Sometimes, as a writer, you get a great idea. It’s terrific, it works well as a character piece, and it’s also hilarious. There’s just one slight problem – it’s only about 45-50 pages long, and you’re writing a novel. So you put the idea in the middle of the book and hope for the best. That’s basically what we get with this 15th volume of KonoSuba. The scenes with Kazuma under Serena’s control are possibly some of the most hilarious in the entire series, Especially if you enjoy watching Kazuma behave like an utter asshole. Which I assume you do, as you’re reading a review of Vol. 15 of this series. The rest of the book is okay, but it feels just not quite as spectacular. It doesn’t help that it’s trying to set up a serious arc for the series’ least serious character, which means that we’re supposed to care about how she’s feeling at the same time as we admire her total uselessness. But then, that’s what KonoSuba does.

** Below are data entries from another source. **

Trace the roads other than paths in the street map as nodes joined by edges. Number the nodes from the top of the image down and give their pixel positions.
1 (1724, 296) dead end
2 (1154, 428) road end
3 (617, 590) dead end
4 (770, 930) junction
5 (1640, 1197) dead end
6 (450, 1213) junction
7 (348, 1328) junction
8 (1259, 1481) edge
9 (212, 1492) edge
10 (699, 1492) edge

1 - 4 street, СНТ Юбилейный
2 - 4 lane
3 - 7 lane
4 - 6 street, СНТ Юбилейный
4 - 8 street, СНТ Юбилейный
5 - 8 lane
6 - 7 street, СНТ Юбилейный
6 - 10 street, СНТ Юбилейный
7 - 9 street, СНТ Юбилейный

The Demon King’s army is not what it once was, and so Serena, one of its last demon generals, is trying to make a deal with Kazuma to just relax and take it easy and not attack the Demon King, something Kazuma is pretty much fine with. Unfortunately, Serena can’t resist not only turning the adventurers into the town into her loyal puppets, but also smugly lording it over Kazuma, gloating about the fact that he’s not as uncaring as he’s said. So he decides to take back his deal, and starts working to do what he does best – humiliate her till she gives in. Unfortunately, the reason this is happening is because the Demon Lord’s army really is making its move and attacking the capital – they’ve even asked the Crimson Magic Clan to help! (No, not you, Megumin.) That said, what may be the most important takeaway we see here is that with Aqua being down here, there’s no one who can be sly enough to trick dead Japanese boys to reincarnating here… which is bad news for the heroes’ strength.

So yes, the chapter with Kazuma under Serena’s control is marvelous, and you’re just unsure enough about whether he’s faking it or not that it keeps you guessing. It’s a very tiny difference between Kazuma being scum and being total scum, and Serena has been just enough of a jerkass herself that we are amused at everything that happens to her. As for Aqua, it’s not a secret that she’s not my favorite, though I do like the fact that she’s not a romantic interest for Kazuma. I do think the idea that the world is failing precisely because Aqua is here rather than up in heaven being a shyster is an excellent one, and I wonder if that might be part of her gloom. The book has a scene near the end where she asks if Kazuma regrets reincarnating here, and it’s almost heartwarming. It almost makes me wonder if the next book will be more serious.

I doubt it, because this is KonoSuba. Still, we’ve only two more to go after this one. If it’s going to trick its readers with drama, now’s the time. Till then, enjoy Kazuma being the worst puppet slave ever.